In the late 1930s and early 40s the famous Greyhound Bus Line in America created a design language that they still used until not long ago to imply the efficiency of a ‘machine for long distance travel’. The look was quite different from that of a tourist bus, bright aluminum corrugations on the exterior surfaces enhanced the streamlined design, the small windows were raked forward to suggest speed, and large front corner radii with exaggerated plan shape completed the futuristic appearance. Greyhound enhanced this modern message with the design of their coach stations, building them in the ‘Streamline Moderne’ style developed by architects such as Gilbert Rohde, Alfred Shaw and Howard Lydecker.
In Germany, Mercedes and Büssing were two manufactures that built dramatic looking autobahn cruising vehicles, in the UK Duple was also a trendsetter. Futurist designers in the US presented fantastic schemes for dramatic trans-continental buses most of which were never going to reach production but challenged contemporary car design.
Today cheap economy class seats on American airlines are called ‘Coach’; this is probably a reflection on how coach or bus travel is now seen in the US — something for the less well of who will not complain too much! Why don’t bus companies offer high quality travel for those who dislike flying or don’t need to save every minute of traveling time?
It is the same with local tourist coaches; darkened windows, double-glazing, and air conditioning, all conspire to separate the traveler from the outside world. You get none of the sights, sounds or smells of the trip, it is only the final destination that seems to matter, not the journey.

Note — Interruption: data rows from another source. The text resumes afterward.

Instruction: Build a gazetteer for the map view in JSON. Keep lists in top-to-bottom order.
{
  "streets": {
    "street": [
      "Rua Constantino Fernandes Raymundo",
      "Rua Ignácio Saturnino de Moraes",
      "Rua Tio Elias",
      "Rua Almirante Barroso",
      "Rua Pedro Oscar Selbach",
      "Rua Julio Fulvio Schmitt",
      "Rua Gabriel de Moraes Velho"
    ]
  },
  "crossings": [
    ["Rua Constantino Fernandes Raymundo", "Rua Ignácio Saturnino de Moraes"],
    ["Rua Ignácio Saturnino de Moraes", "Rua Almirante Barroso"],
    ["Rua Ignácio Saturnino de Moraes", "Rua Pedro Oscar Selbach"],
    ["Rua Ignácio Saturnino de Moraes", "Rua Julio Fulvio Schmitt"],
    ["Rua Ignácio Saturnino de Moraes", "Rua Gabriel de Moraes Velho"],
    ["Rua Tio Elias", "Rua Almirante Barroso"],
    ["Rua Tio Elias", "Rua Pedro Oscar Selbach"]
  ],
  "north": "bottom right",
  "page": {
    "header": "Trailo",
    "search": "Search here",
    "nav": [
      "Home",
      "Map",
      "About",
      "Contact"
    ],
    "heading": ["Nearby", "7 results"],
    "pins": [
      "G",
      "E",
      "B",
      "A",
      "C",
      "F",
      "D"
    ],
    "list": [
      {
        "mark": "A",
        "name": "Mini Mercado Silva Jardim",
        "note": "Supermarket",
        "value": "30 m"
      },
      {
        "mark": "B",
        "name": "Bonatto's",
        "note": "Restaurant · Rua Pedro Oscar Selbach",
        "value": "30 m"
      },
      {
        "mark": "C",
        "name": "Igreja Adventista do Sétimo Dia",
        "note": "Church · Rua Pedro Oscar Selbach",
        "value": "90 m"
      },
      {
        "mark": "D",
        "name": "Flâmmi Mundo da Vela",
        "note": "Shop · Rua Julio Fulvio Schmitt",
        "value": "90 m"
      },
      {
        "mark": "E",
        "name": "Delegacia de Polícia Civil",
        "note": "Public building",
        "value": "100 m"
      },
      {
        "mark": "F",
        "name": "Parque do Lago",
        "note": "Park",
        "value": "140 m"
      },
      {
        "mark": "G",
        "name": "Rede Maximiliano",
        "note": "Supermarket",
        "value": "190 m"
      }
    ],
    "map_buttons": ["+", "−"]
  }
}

Some years ago I worked on a couple of conceptual vehicle designs with good friend Rakesh Chavda. One was for all of the transportation for a resort island near Singapore. We were able to propose all of the infrastructure as well as the vehicles, this felt like a complete design project where environment and hardware were integrated. The other was for a radically different tourist bus, a ‘Mobile Lounge’ that would immerse the passengers in the local culture and environment in a very different way from being cocooned inside a Volvo.